- **What is being asked**: Nothing but the lines from the first line of the material below through the line that holds "ring pip: (1036, 799)" should be set down, exactly and with pictures left out.

- **Input material**:
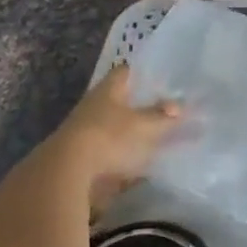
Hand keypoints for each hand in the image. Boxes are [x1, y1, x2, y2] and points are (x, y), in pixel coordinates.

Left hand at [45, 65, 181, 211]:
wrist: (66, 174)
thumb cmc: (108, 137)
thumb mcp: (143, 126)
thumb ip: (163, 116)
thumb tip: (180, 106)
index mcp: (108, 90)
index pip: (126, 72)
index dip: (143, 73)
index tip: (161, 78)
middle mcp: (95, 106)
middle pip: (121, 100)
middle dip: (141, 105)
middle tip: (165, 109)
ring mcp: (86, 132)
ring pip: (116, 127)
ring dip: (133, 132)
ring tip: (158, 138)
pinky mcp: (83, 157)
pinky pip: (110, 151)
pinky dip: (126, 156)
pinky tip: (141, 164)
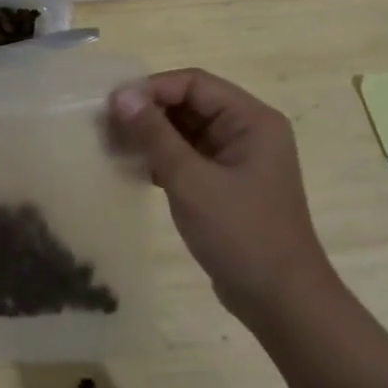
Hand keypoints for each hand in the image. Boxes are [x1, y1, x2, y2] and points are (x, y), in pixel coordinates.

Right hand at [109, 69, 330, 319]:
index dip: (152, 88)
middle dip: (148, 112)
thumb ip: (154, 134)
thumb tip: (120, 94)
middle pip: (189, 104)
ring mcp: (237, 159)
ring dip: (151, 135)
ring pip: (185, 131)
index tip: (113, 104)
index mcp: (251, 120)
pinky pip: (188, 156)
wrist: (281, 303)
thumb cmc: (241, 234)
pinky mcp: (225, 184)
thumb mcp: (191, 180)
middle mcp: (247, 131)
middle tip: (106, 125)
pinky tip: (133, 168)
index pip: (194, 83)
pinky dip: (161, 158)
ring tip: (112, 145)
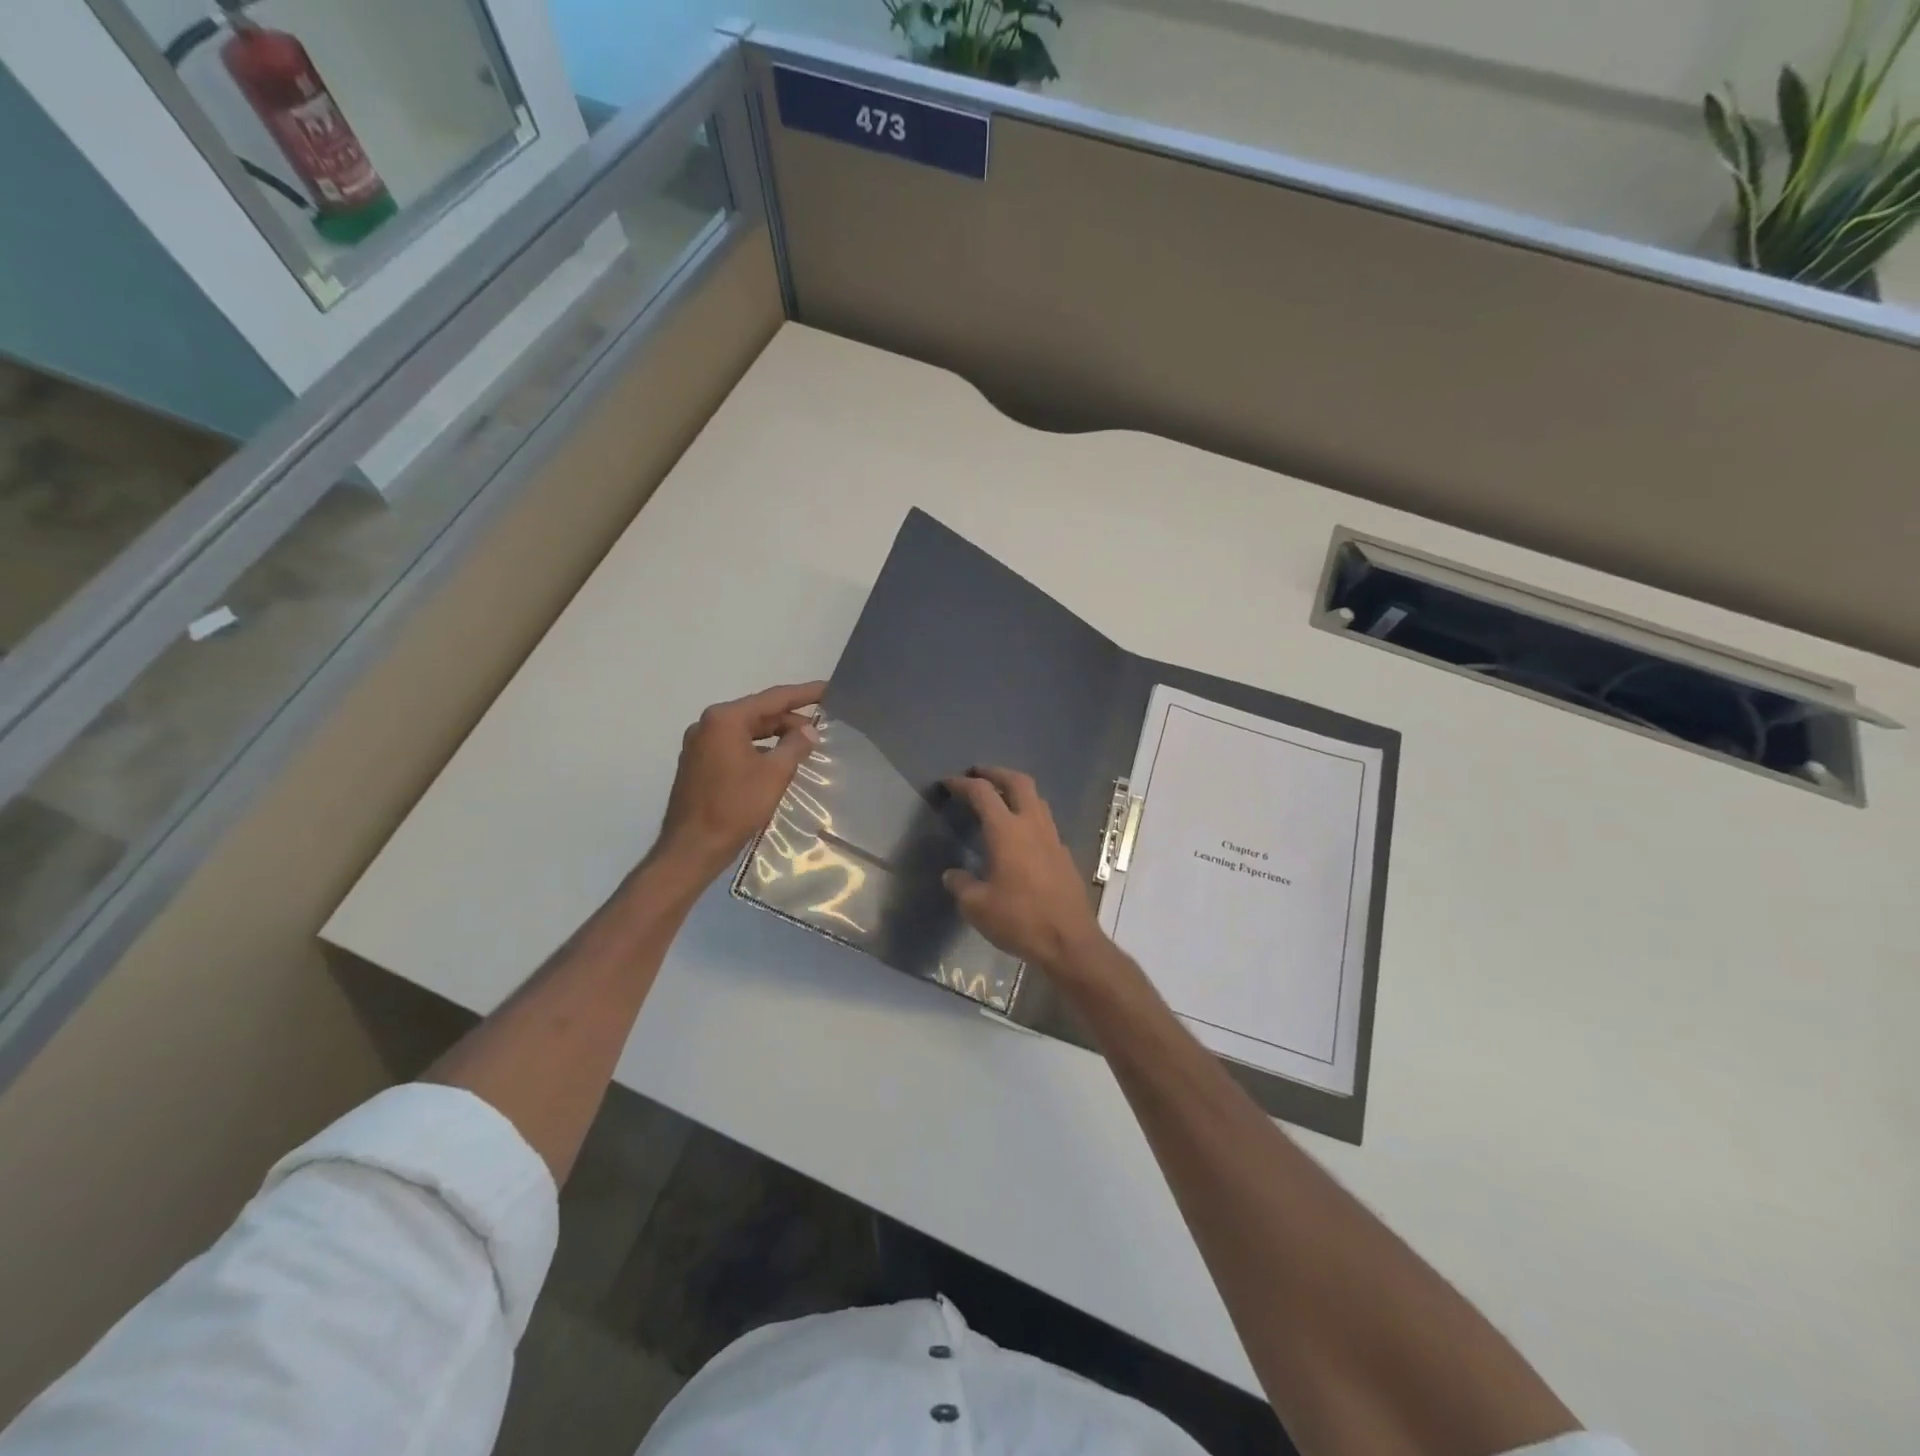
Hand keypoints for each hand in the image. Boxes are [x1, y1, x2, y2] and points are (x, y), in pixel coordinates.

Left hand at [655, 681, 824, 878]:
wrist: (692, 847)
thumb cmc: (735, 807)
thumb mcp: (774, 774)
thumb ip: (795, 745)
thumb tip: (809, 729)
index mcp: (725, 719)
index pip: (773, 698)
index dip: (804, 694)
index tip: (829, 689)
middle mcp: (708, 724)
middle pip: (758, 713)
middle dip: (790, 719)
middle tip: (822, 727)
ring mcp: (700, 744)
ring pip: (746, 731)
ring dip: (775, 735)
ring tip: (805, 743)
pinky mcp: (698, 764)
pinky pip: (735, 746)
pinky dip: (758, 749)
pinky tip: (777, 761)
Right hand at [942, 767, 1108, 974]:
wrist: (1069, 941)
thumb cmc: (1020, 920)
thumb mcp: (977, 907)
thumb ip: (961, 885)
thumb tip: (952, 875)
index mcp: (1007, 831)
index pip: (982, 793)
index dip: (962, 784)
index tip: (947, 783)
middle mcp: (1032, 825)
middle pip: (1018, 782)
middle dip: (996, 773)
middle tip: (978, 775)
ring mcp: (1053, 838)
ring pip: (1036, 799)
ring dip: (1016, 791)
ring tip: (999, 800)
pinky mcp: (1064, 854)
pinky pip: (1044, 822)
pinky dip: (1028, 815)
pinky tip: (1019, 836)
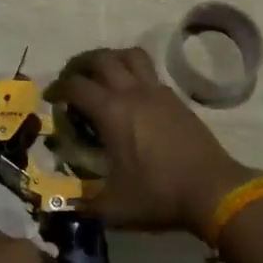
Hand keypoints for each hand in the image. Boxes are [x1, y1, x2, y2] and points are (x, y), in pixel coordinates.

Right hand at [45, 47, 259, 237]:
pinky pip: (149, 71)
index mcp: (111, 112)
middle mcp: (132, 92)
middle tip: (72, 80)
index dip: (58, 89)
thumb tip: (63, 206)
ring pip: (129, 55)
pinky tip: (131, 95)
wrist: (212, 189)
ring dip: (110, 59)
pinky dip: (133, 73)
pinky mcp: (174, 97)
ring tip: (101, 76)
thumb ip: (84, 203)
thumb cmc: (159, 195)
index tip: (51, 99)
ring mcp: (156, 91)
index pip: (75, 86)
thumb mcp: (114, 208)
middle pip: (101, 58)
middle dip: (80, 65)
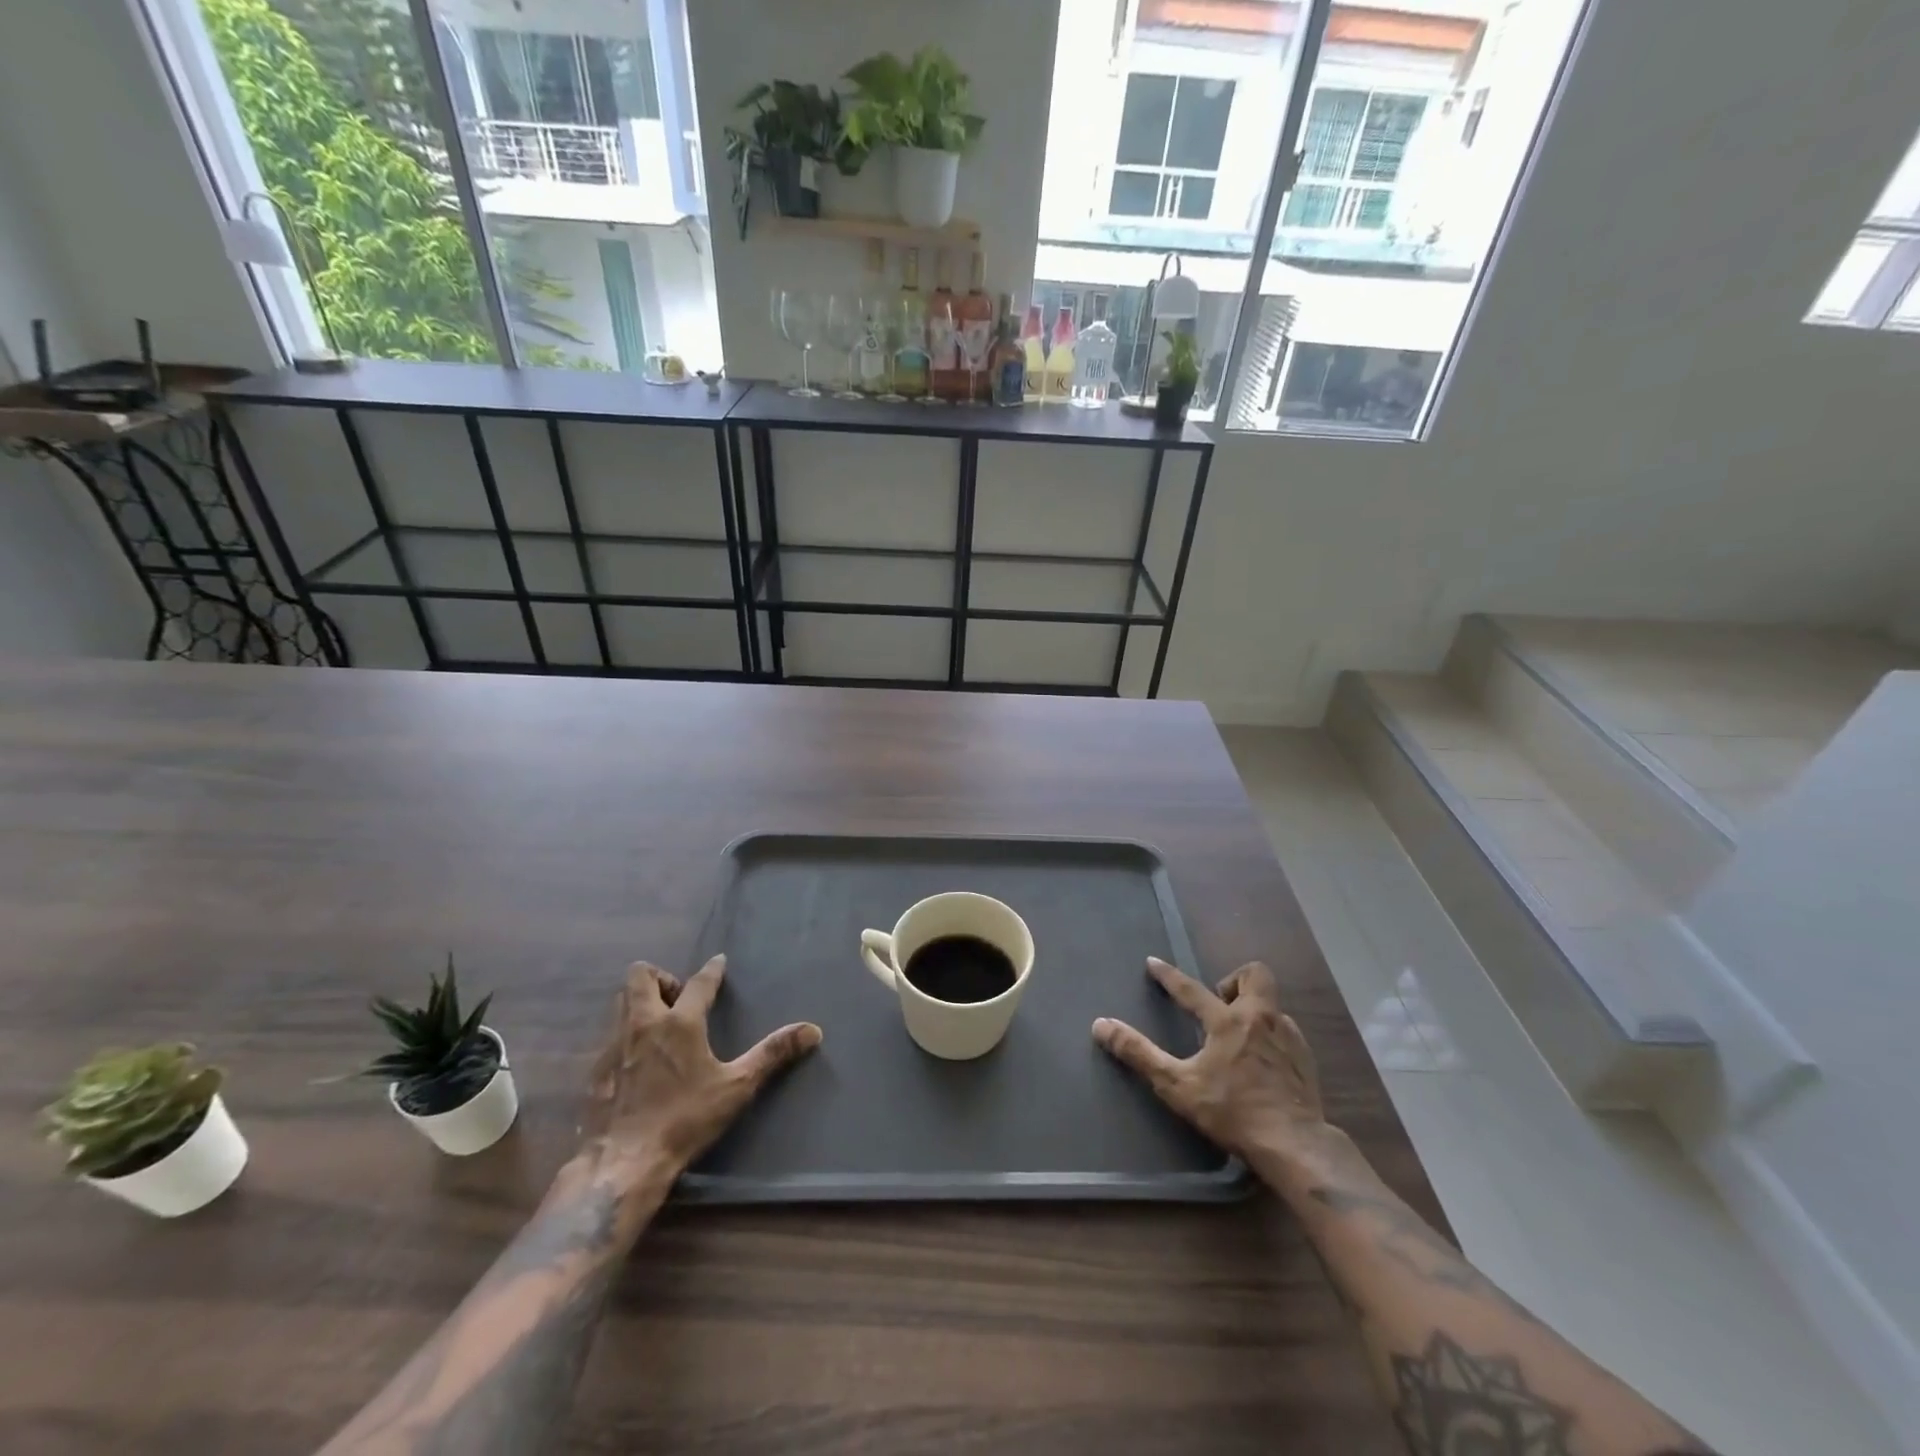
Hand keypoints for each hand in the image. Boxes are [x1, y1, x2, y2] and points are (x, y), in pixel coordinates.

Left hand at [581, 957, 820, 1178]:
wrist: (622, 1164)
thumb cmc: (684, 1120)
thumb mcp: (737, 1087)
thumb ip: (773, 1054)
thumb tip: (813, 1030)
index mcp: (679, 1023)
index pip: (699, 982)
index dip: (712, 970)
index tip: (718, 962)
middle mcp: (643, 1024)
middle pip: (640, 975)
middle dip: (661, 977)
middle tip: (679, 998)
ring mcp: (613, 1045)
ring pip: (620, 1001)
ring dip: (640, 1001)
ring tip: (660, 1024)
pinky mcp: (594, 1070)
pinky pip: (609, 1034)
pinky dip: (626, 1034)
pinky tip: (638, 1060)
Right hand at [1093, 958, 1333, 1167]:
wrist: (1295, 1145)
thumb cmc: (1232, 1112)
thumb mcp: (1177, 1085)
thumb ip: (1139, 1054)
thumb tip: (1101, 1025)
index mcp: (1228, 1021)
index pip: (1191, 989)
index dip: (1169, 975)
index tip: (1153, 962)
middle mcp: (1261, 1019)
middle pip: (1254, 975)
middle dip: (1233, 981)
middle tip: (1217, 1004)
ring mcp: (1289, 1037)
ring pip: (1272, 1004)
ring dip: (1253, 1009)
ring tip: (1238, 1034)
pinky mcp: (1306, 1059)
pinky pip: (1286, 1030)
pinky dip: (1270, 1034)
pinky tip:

- **Response to the exercise**:
Hand keypoints for each hand in the image. Boxes are [x1, y1, x2, y2] and points are (x, y), in pixel coordinates.

Left hand at [45, 65, 181, 211]:
wrist: (66, 174)
thumb cmc: (108, 137)
thumb mcp: (143, 126)
thumb ip: (163, 116)
thumb tip: (180, 106)
index mcp: (108, 90)
index pip: (126, 72)
index dip: (143, 73)
index tip: (161, 78)
middle mcp: (95, 106)
middle pip: (121, 100)
middle dip: (141, 105)
middle tip: (165, 109)
ring mcp: (86, 132)
ring pip: (116, 127)
ring dip: (133, 132)
ring tip: (158, 138)
pinky mcp: (83, 157)
pinky pip: (110, 151)
pinky dip: (126, 156)
pinky tip: (141, 164)
Hand keypoints for each hand in the image. Boxes are [x1, y1, x2, y2] and points are (x, y), in pixel coordinates.

Right hand at [109, 69, 330, 319]:
index dip: (152, 88)
middle dip: (148, 112)
thumb ip: (154, 134)
thumb tip: (120, 94)
middle pip: (189, 104)
ring mcp: (237, 159)
ring dip: (151, 135)
ring pip: (185, 131)
index tip: (113, 104)
index mcp: (251, 120)
pinky pip: (188, 156)
wrist: (281, 303)
thumb cmc: (241, 234)
pinky mcp: (225, 184)
thumb mcp: (191, 180)
middle mcp: (247, 131)
middle tip: (106, 125)
pinky tip: (133, 168)
index pip: (194, 83)
pinky dip: (161, 158)
ring tip: (112, 145)
Hand keypoints for each hand in the image. Boxes are [x1, y1, x2, y2] and points are (x, y), in pixel coordinates.

Left hand at [655, 681, 824, 878]:
wrist: (692, 847)
thumb cmc: (735, 807)
thumb mcp: (774, 774)
thumb ip: (795, 745)
thumb tip: (809, 729)
index mcp: (725, 719)
index pip: (773, 698)
index dip: (804, 694)
index tip: (829, 689)
middle mcp: (708, 724)
middle pip: (758, 713)
middle dip: (790, 719)
middle tip: (822, 727)
ring mcp: (700, 744)
ring pip: (746, 731)
ring dip: (775, 735)
ring tip: (805, 743)
pinky mcp: (698, 764)
pinky pip: (735, 746)
pinky dip: (758, 749)
pinky tip: (777, 761)
Right hand at [942, 767, 1108, 974]:
wrist: (1069, 941)
thumb cmc: (1020, 920)
thumb mcp: (977, 907)
thumb ip: (961, 885)
thumb tip: (952, 875)
index mcp: (1007, 831)
index pip: (982, 793)
index dip: (962, 784)
index tip: (947, 783)
middle mcp: (1032, 825)
middle pip: (1018, 782)
middle dip: (996, 773)
middle tip: (978, 775)
ring mcp: (1053, 838)
ring pip: (1036, 799)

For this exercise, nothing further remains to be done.